*Your instructions*: Exact copies of all the entries are required, and no pictures should appear in them.

══ Dataset records ══

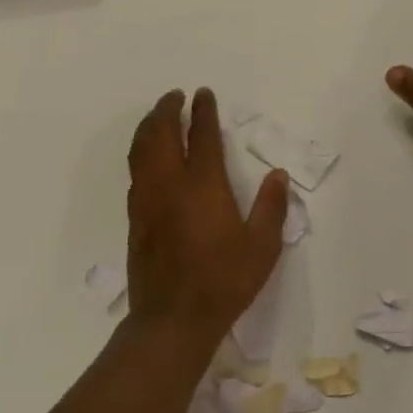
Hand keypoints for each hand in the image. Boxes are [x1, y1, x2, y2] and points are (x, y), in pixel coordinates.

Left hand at [126, 88, 288, 347]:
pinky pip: (134, 173)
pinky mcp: (135, 219)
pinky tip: (147, 158)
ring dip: (148, 127)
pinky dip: (140, 154)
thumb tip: (278, 176)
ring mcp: (148, 201)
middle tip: (174, 97)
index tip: (203, 94)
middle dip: (167, 110)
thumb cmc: (224, 281)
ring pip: (141, 151)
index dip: (202, 112)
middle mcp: (170, 184)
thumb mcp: (262, 247)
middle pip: (160, 134)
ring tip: (157, 116)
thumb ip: (271, 207)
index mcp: (204, 186)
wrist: (173, 318)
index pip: (201, 136)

═══

*Response box*:
Hand keypoints for each hand in the image. Boxes are [x1, y1, x2, y2] and points are (x, y), in pixel coordinates.

Left hand at [126, 88, 288, 347]:
pinky pip: (134, 173)
pinky mcp: (135, 219)
pinky tip: (147, 158)
ring dip: (148, 127)
pinky dip: (140, 154)
thumb tip: (278, 176)
ring mcp: (148, 201)
middle tip: (174, 97)
index tip: (203, 94)
middle dip: (167, 110)
thumb cmc: (224, 281)
ring pip: (141, 151)
index dip: (202, 112)
middle mcp: (170, 184)
thumb mcp: (262, 247)
middle pip: (160, 134)
ring tip: (157, 116)
thumb ip: (271, 207)
index mcp: (204, 186)
wrist: (173, 318)
index pip: (201, 136)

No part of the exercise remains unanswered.